== Task directions ==
Your result should be every line of the records below that contains the word "Tucker".

Source data
******
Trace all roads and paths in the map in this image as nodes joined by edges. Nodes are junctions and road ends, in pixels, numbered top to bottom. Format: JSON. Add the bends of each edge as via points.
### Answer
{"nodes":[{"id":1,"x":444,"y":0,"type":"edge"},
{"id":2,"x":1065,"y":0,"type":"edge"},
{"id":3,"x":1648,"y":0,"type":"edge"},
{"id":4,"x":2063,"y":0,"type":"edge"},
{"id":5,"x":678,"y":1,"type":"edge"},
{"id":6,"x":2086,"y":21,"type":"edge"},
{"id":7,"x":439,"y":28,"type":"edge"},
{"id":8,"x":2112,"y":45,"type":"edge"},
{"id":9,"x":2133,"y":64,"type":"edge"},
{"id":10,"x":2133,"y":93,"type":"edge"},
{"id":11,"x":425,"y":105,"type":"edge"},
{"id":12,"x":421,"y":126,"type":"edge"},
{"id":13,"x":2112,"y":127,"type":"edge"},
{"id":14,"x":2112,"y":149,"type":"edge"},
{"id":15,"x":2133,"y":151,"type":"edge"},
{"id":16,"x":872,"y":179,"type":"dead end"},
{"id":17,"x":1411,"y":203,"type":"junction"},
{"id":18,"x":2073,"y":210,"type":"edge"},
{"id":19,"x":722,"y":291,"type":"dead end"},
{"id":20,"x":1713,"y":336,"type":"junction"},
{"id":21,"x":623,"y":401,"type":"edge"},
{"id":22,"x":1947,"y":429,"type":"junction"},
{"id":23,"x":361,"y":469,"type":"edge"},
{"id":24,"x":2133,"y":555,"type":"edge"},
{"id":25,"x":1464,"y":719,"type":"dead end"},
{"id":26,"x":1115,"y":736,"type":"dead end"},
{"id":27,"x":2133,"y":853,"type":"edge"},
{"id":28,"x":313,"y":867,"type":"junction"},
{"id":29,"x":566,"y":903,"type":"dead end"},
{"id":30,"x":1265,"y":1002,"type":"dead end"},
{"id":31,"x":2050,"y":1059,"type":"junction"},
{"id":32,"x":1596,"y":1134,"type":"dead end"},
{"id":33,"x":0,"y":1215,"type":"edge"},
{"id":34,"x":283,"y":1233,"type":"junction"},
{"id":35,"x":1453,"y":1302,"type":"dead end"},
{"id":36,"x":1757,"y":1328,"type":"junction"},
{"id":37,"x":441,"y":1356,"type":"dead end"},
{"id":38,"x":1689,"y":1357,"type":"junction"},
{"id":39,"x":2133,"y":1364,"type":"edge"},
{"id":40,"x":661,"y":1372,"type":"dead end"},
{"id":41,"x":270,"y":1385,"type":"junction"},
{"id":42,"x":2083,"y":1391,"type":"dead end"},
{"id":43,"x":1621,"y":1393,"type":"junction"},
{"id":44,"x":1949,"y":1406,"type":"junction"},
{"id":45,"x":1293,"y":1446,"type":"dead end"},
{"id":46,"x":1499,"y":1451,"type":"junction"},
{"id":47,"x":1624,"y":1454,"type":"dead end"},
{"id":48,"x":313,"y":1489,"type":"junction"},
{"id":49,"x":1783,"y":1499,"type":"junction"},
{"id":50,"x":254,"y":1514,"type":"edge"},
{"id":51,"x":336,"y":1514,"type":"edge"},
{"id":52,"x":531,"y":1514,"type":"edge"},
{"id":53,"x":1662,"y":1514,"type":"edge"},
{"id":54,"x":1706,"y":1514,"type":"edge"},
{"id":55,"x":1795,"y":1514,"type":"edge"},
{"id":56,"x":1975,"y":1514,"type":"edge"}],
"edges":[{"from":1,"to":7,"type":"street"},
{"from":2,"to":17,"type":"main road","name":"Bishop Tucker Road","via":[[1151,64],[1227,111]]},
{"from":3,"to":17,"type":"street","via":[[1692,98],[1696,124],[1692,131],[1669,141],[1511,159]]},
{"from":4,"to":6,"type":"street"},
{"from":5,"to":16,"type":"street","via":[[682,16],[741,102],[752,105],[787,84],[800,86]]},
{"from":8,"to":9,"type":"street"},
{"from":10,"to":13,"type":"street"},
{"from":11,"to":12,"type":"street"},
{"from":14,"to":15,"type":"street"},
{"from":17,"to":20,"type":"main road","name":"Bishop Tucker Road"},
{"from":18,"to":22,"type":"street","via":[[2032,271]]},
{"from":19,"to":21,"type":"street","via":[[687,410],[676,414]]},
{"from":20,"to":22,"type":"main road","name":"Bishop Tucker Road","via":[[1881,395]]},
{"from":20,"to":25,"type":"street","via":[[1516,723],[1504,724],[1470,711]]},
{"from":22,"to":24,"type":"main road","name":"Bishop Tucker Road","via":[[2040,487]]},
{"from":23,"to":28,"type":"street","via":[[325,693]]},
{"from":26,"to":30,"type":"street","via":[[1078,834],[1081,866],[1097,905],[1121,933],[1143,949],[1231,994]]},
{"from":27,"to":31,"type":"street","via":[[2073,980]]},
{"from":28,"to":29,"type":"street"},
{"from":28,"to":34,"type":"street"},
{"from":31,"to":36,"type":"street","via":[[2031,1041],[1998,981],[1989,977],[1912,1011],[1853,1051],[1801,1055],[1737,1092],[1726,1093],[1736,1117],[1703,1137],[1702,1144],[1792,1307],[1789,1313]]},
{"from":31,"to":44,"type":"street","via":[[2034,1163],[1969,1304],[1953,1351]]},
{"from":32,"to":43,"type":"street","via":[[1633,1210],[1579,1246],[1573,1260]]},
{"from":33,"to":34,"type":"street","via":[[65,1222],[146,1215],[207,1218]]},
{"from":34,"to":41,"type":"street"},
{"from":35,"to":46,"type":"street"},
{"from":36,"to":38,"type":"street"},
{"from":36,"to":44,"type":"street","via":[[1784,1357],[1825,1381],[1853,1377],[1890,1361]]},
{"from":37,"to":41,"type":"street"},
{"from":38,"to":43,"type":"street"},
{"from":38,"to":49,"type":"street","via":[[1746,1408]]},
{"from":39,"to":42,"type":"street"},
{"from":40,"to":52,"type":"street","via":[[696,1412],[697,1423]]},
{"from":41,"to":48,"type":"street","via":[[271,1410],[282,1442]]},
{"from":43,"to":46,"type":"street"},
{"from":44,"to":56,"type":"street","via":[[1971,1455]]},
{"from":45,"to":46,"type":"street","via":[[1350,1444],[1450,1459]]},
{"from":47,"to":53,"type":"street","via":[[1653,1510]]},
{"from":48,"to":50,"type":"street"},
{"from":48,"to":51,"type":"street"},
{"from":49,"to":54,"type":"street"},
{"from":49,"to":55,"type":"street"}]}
******
== Solution to this problem ==
{"from":2,"to":17,"type":"main road","name":"Bishop Tucker Road","via":[[1151,64],[1227,111]]},
{"from":17,"to":20,"type":"main road","name":"Bishop Tucker Road"},
{"from":20,"to":22,"type":"main road","name":"Bishop Tucker Road","via":[[1881,395]]},
{"from":22,"to":24,"type":"main road","name":"Bishop Tucker Road","via":[[2040,487]]},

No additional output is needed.